(Try it):
Every line of the listing below should come back exactly as written, with no images.

(Data section):
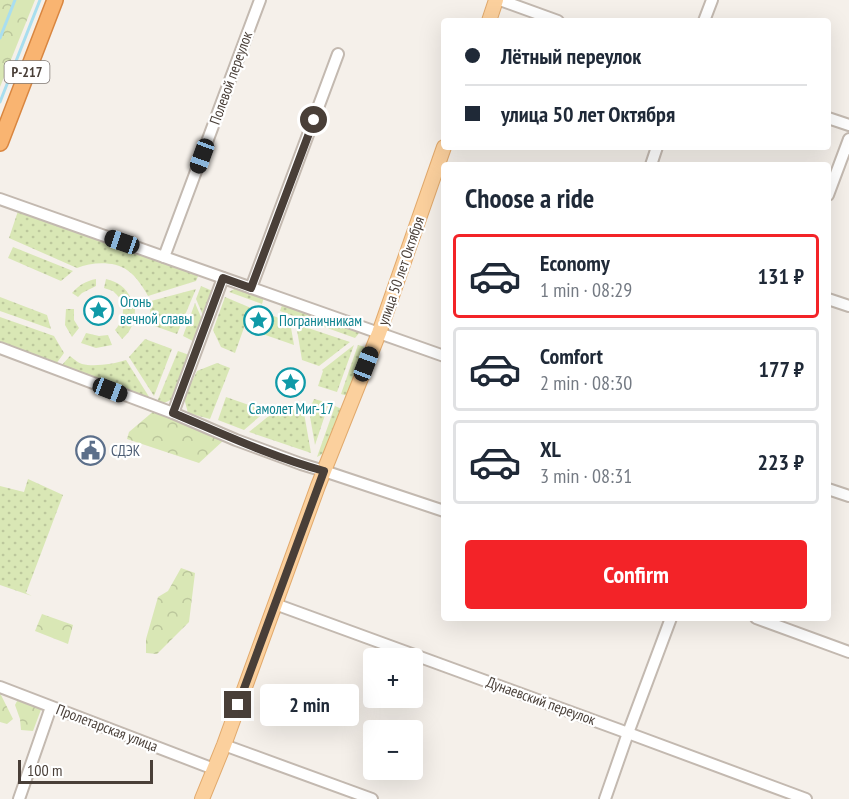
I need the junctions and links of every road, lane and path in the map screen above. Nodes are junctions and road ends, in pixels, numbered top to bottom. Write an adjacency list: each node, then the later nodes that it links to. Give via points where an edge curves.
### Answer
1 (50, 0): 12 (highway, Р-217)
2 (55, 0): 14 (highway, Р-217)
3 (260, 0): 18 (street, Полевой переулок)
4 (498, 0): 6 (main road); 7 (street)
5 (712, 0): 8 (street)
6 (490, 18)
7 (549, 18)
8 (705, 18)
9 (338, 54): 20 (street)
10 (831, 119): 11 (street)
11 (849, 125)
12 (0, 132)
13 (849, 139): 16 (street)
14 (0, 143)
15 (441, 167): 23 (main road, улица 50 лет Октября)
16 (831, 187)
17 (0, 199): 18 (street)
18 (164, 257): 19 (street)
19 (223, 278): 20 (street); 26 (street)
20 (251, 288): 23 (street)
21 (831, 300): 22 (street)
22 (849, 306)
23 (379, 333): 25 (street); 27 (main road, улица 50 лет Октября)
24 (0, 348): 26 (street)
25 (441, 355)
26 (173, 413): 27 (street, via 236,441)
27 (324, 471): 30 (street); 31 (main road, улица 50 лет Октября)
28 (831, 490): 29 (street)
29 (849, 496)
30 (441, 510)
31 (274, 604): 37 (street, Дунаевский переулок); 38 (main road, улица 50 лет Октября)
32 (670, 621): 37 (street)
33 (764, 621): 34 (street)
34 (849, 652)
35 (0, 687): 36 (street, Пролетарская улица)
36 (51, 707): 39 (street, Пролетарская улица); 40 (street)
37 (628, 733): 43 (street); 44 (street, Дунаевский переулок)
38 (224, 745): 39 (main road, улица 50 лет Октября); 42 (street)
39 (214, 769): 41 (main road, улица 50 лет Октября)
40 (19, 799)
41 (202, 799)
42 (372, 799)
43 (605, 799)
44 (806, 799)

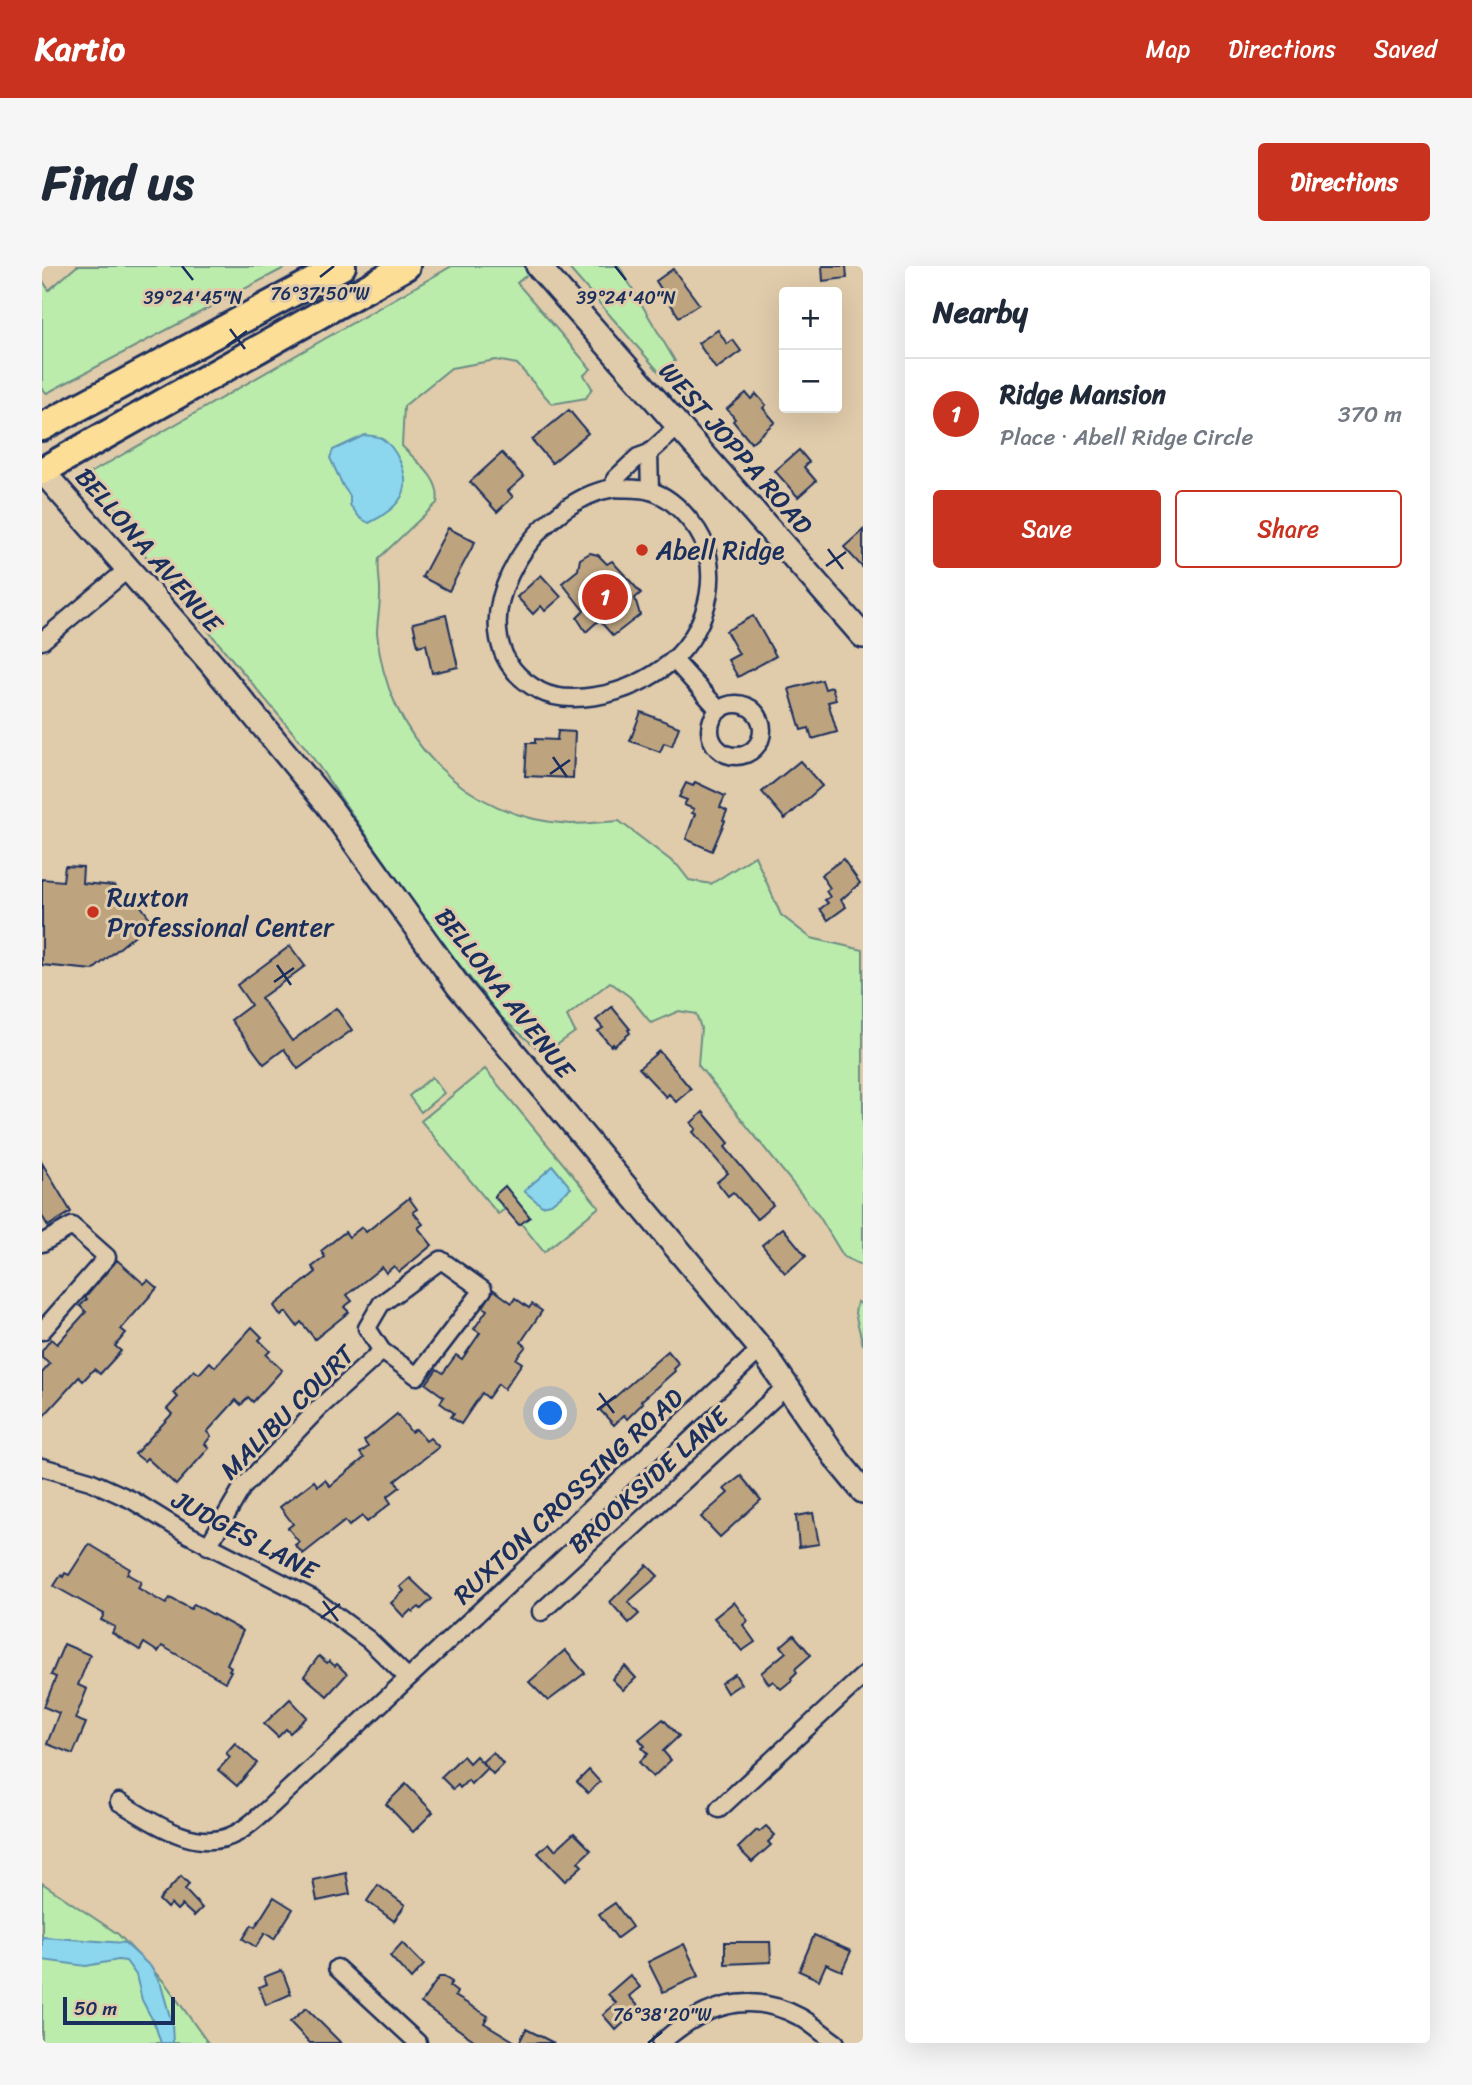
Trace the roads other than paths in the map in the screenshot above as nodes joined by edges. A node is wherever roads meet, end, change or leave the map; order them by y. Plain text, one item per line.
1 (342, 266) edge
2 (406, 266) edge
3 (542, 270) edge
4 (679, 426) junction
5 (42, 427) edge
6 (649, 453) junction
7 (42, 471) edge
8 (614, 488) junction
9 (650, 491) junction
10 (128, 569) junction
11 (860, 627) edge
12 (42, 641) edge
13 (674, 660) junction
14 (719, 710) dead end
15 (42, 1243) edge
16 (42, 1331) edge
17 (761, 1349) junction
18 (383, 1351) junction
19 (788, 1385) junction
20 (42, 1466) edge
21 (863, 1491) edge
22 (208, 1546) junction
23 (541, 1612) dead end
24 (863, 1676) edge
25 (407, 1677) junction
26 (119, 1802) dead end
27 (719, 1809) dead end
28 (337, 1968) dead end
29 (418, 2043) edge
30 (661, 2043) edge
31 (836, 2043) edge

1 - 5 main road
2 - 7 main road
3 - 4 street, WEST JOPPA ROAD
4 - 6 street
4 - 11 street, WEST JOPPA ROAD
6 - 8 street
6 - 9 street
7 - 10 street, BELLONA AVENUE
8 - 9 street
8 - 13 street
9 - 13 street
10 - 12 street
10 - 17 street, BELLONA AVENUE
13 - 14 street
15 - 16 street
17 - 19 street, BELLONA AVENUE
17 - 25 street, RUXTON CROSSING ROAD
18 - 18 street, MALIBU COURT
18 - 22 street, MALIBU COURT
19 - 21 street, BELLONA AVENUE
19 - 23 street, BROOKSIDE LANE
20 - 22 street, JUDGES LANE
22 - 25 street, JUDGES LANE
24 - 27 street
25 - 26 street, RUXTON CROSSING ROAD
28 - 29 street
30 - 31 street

(Written response):
I need the junctions and links of every road, lane and path in the map screen above. Nodes are junctions and road ends, in pixels, numbered top to bottom. Write an adjacency list: each node, then the later nodes that it links to. Give via points where an edge curves.
### Answer
1 (50, 0): 12 (highway, Р-217)
2 (55, 0): 14 (highway, Р-217)
3 (260, 0): 18 (street, Полевой переулок)
4 (498, 0): 6 (main road); 7 (street)
5 (712, 0): 8 (street)
6 (490, 18)
7 (549, 18)
8 (705, 18)
9 (338, 54): 20 (street)
10 (831, 119): 11 (street)
11 (849, 125)
12 (0, 132)
13 (849, 139): 16 (street)
14 (0, 143)
15 (441, 167): 23 (main road, улица 50 лет Октября)
16 (831, 187)
17 (0, 199): 18 (street)
18 (164, 257): 19 (street)
19 (223, 278): 20 (street); 26 (street)
20 (251, 288): 23 (street)
21 (831, 300): 22 (street)
22 (849, 306)
23 (379, 333): 25 (street); 27 (main road, улица 50 лет Октября)
24 (0, 348): 26 (street)
25 (441, 355)
26 (173, 413): 27 (street, via 236,441)
27 (324, 471): 30 (street); 31 (main road, улица 50 лет Октября)
28 (831, 490): 29 (street)
29 (849, 496)
30 (441, 510)
31 (274, 604): 37 (street, Дунаевский переулок); 38 (main road, улица 50 лет Октября)
32 (670, 621): 37 (street)
33 (764, 621): 34 (street)
34 (849, 652)
35 (0, 687): 36 (street, Пролетарская улица)
36 (51, 707): 39 (street, Пролетарская улица); 40 (street)
37 (628, 733): 43 (street); 44 (street, Дунаевский переулок)
38 (224, 745): 39 (main road, улица 50 лет Октября); 42 (street)
39 (214, 769): 41 (main road, улица 50 лет Октября)
40 (19, 799)
41 (202, 799)
42 (372, 799)
43 (605, 799)
44 (806, 799)

Trace the roads other than paths in the map in the screenshot above as nodes joined by edges. A node is wherever roads meet, end, change or leave the map; order them by y. Plain text, one item per line.
1 (342, 266) edge
2 (406, 266) edge
3 (542, 270) edge
4 (679, 426) junction
5 (42, 427) edge
6 (649, 453) junction
7 (42, 471) edge
8 (614, 488) junction
9 (650, 491) junction
10 (128, 569) junction
11 (860, 627) edge
12 (42, 641) edge
13 (674, 660) junction
14 (719, 710) dead end
15 (42, 1243) edge
16 (42, 1331) edge
17 (761, 1349) junction
18 (383, 1351) junction
19 (788, 1385) junction
20 (42, 1466) edge
21 (863, 1491) edge
22 (208, 1546) junction
23 (541, 1612) dead end
24 (863, 1676) edge
25 (407, 1677) junction
26 (119, 1802) dead end
27 (719, 1809) dead end
28 (337, 1968) dead end
29 (418, 2043) edge
30 (661, 2043) edge
31 (836, 2043) edge

1 - 5 main road
2 - 7 main road
3 - 4 street, WEST JOPPA ROAD
4 - 6 street
4 - 11 street, WEST JOPPA ROAD
6 - 8 street
6 - 9 street
7 - 10 street, BELLONA AVENUE
8 - 9 street
8 - 13 street
9 - 13 street
10 - 12 street
10 - 17 street, BELLONA AVENUE
13 - 14 street
15 - 16 street
17 - 19 street, BELLONA AVENUE
17 - 25 street, RUXTON CROSSING ROAD
18 - 18 street, MALIBU COURT
18 - 22 street, MALIBU COURT
19 - 21 street, BELLONA AVENUE
19 - 23 street, BROOKSIDE LANE
20 - 22 street, JUDGES LANE
22 - 25 street, JUDGES LANE
24 - 27 street
25 - 26 street, RUXTON CROSSING ROAD
28 - 29 street
30 - 31 street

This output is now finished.